Whenever the string "thumb" appears in a line below, please copy the line out.

§ Extracted records:
════════

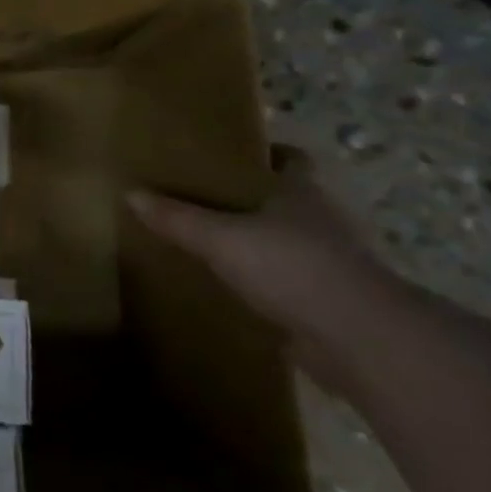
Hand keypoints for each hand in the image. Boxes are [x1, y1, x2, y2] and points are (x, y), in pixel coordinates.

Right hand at [128, 146, 401, 393]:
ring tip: (211, 245)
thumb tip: (130, 193)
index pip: (291, 159)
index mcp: (302, 192)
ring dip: (259, 243)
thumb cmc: (292, 267)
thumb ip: (177, 218)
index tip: (230, 156)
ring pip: (287, 242)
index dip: (266, 154)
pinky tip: (231, 289)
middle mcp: (323, 220)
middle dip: (252, 200)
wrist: (359, 337)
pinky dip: (265, 282)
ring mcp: (330, 262)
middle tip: (203, 200)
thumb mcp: (221, 239)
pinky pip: (288, 282)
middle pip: (286, 200)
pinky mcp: (329, 301)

════════

§ Response to the exercise:
thumb tip: (130, 193)
thumb cmc: (292, 267)
thumb ip: (177, 218)
thumb mcp: (221, 239)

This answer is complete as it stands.